D. FEE TO AUTHORITY TO REIMBURSE 3RD PARTY LEGAL SERVICES.
The Authority will provide Enforcement Services with respect to each Dispute until the
Dispute is resolved. Upon attorneys' fees and costs incurred for a Dispute reaching $5,000 (to
be billed on an hourly basis pursuant to standard industry practices, with detailed billings to be
provided to City), the City will be briefed on the recommended course of action provided by
legal counsel and the City shall provide general direction to Authority with respect to each
Dispute.
E. EXERCISE OF OPTION TO PURCHASE PURSUANT TO RESALE: RESTRICTION
AGREEMENT
Notice of Option
In the event the Authority identities an Option Event, and option to purchase a BMR
Unit may be exercised, the Authority shall:
Notify City in writing within five (5) working days of Authority learning that an option
to purchase may be exercised with respect to a BMR unit (the "Notice").
The Notice shall include the option -triggering event, the anticipated resale price, and
any other information that may be available to Authority that will assist City in deciding
on a course of action.
Within ten (10) working days of receipt of the Notice, City shall provide written
instructions to the Authority directing the Authority to (1) exercise the Option, (2) assign
to City the right to exercise the Option to purchase the BMR unit with City assuming
responsibility to enforce the Resale Restriction Agreement and Deed of Trust (Ind
Security Agreement, or (3) file a Notice of -Abandonment.
ii.

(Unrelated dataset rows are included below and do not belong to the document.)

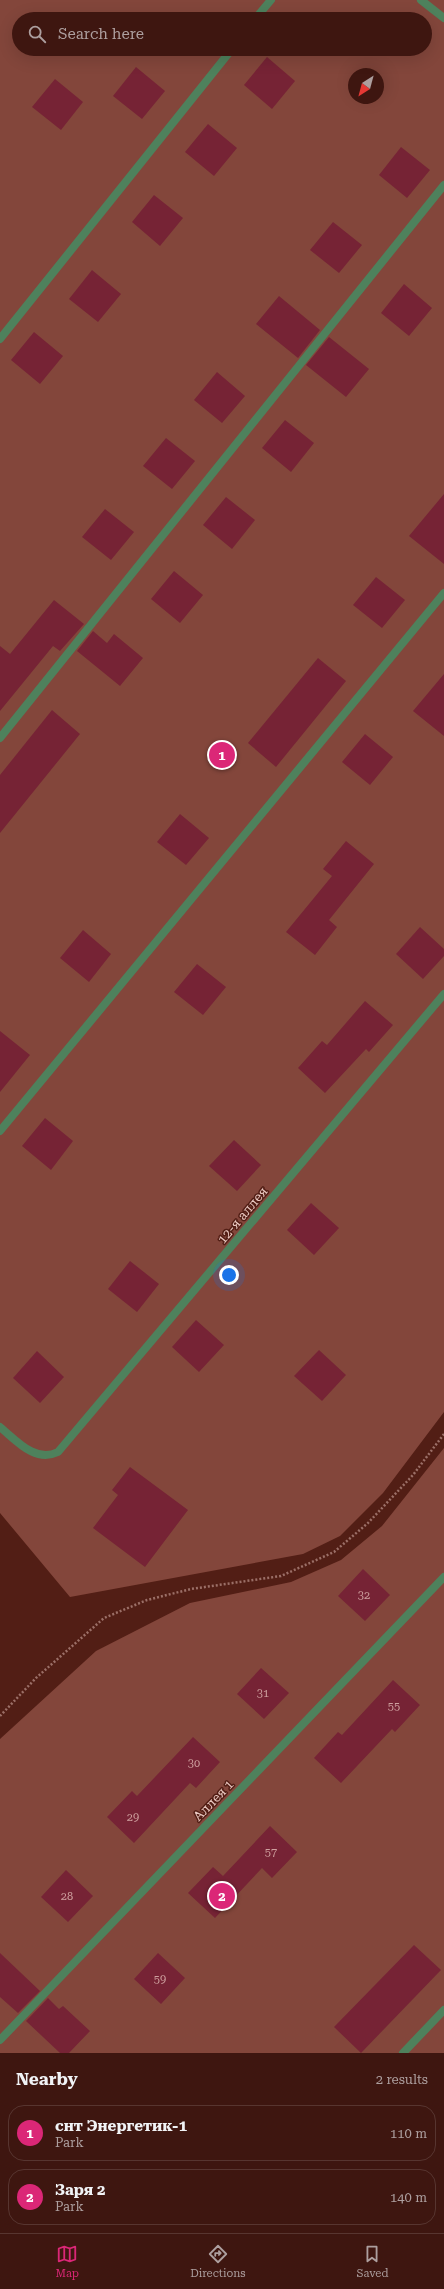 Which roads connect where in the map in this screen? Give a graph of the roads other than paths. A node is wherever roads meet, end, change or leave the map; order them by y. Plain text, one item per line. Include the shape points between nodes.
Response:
1 (271, 0) edge
2 (422, 0) edge
3 (261, 12) edge
4 (444, 18) edge
5 (226, 56) edge
6 (444, 186) edge
7 (0, 339) edge
8 (444, 593) edge
9 (0, 738) edge
10 (444, 994) edge
11 (0, 1131) edge
12 (0, 1427) edge
13 (444, 1577) edge
14 (444, 2010) edge
15 (0, 2040) edge
16 (403, 2053) edge

1 - 3 street
2 - 4 street
5 - 7 street
6 - 9 street
8 - 11 street
10 - 12 street, 12-я аллея via 58,1452 48,1457 39,1456
13 - 15 street, Аллея 1
14 - 16 street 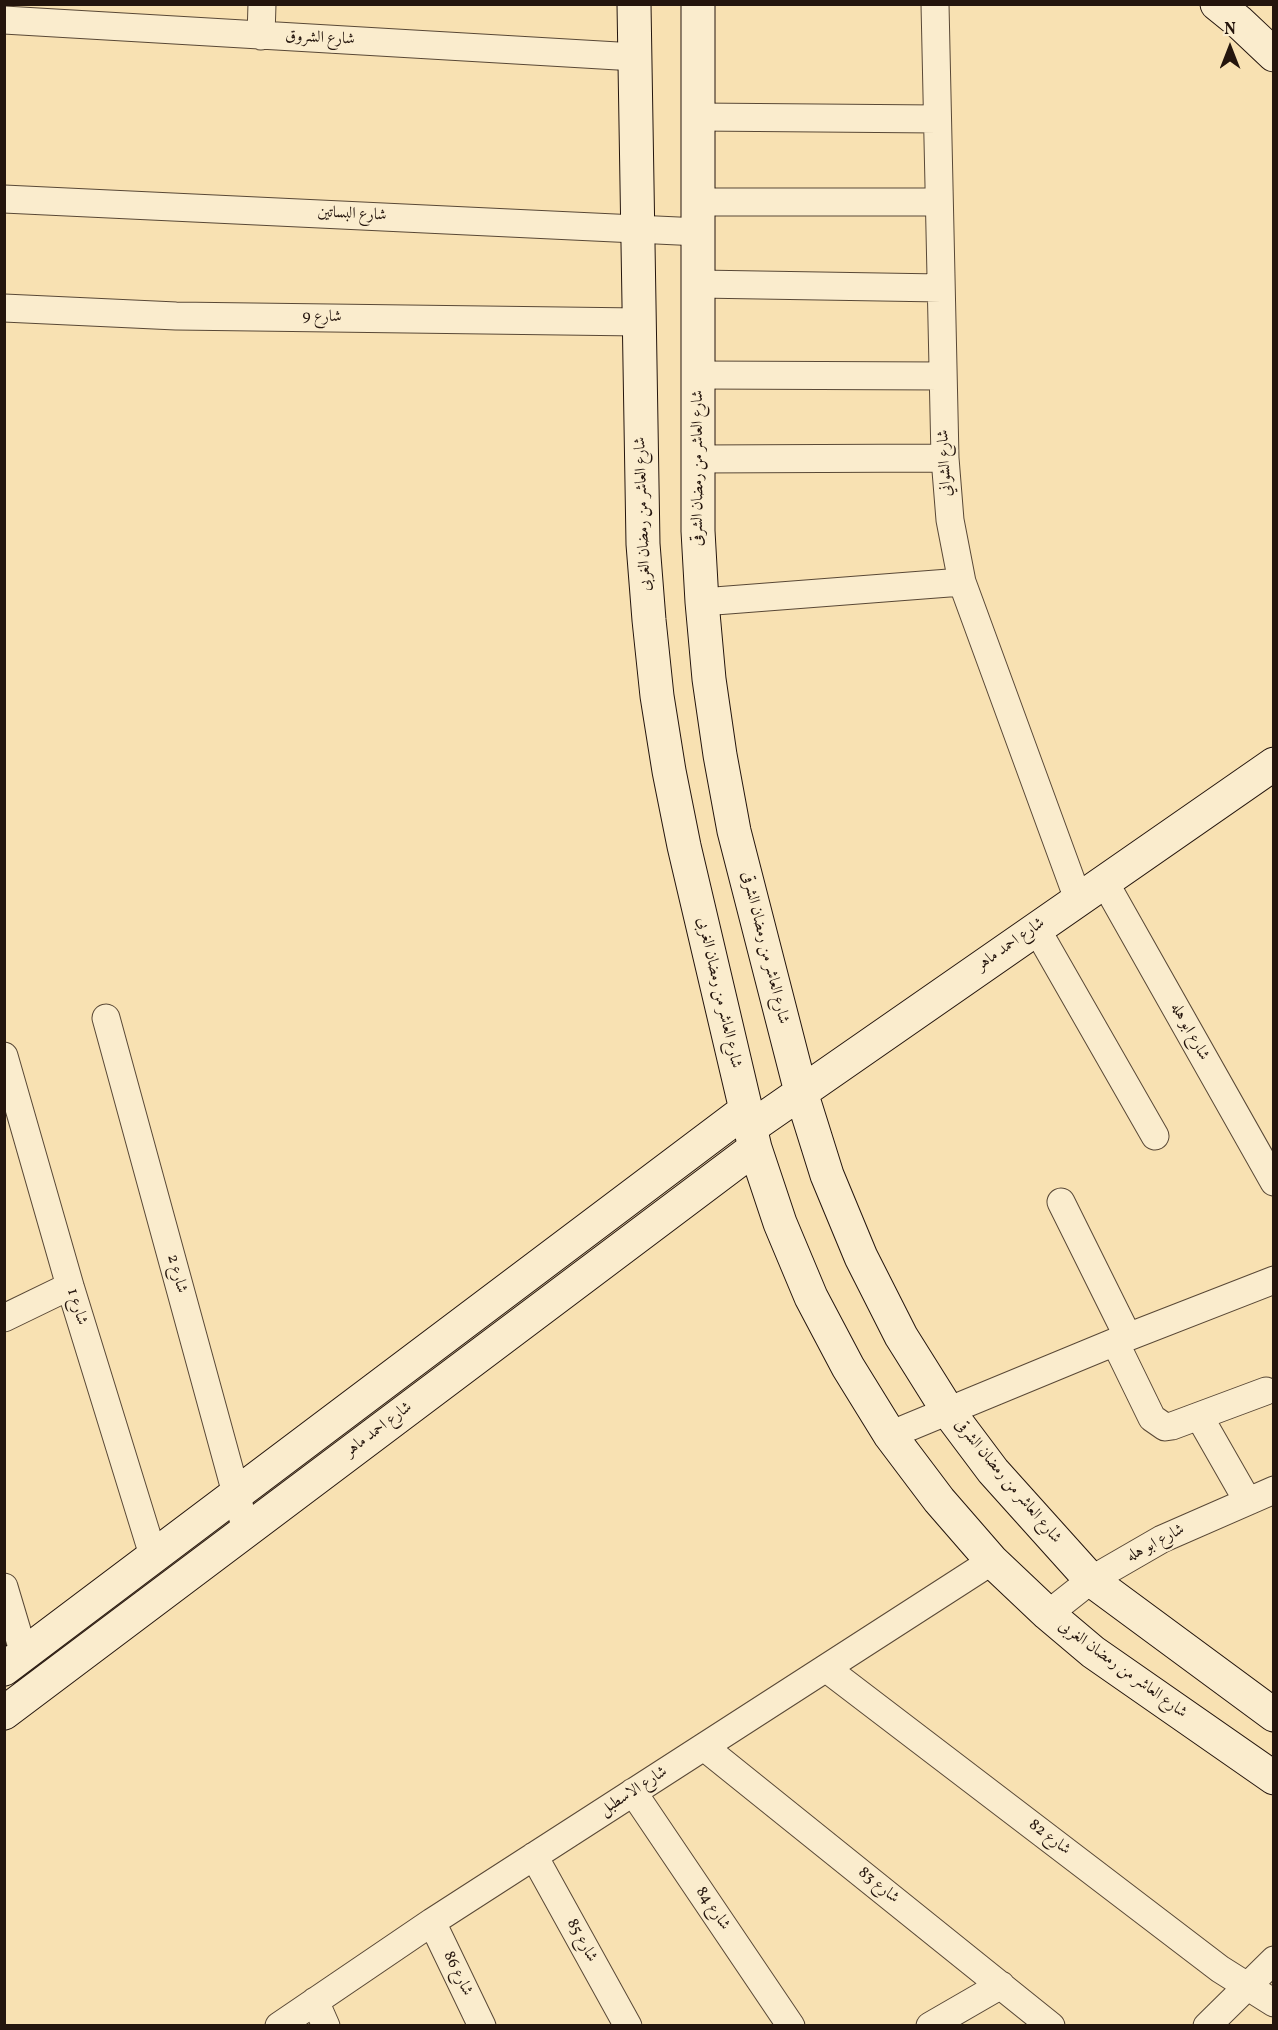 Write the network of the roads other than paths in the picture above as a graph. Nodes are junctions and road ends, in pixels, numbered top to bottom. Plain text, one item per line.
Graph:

Exercise of Option
If the City requests that the Authority exercise the Option, the Authority shall:
Utilize funds provided by the City; or
Utilize Authority's line of credit if Authority determines it would not interfere with
Authority's operations. The Authority shall be reimbursed by City such amount that
Authority contributes toward the exercise of an option. This reimbursement shall occur
immediately upon re -sale of the BMR unit subject to such option or 90 days from the
Authority's exercise of the Option, whichever occurs earlier.